___ Data provided ___
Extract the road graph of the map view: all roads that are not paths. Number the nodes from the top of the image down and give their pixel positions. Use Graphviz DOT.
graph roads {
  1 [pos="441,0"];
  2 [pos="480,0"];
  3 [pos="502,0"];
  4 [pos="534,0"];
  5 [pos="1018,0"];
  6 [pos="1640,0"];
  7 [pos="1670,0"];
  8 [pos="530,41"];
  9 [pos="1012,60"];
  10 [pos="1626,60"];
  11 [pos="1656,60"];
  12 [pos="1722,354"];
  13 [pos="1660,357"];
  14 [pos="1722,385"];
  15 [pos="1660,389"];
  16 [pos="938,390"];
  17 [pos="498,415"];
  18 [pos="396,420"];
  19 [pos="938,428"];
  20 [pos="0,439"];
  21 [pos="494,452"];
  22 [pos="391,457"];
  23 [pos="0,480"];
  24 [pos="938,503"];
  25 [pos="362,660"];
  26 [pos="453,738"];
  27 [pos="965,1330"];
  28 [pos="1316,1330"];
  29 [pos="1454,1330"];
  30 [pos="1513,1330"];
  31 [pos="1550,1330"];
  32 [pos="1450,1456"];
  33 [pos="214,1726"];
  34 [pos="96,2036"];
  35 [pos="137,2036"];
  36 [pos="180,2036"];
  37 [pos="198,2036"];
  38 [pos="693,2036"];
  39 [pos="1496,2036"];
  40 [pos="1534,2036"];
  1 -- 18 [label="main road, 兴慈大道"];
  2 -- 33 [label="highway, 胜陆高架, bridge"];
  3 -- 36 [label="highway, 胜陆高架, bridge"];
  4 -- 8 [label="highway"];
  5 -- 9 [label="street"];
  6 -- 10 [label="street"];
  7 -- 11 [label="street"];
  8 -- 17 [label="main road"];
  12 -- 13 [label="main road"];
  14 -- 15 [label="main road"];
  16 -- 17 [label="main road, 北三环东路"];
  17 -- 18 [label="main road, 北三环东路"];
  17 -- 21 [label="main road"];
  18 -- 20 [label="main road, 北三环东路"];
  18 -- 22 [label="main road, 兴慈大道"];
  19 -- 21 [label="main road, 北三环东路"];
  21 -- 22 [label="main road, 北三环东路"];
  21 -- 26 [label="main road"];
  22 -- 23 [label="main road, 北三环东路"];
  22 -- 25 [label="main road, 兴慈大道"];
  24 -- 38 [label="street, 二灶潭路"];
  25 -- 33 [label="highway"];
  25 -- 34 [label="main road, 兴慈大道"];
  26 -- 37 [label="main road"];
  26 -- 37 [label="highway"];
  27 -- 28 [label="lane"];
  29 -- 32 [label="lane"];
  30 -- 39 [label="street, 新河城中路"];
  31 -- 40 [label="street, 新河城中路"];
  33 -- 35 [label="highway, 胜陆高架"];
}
___
Task brief »
Give only the number of lines above that hold the string "graph".

Answer below »
2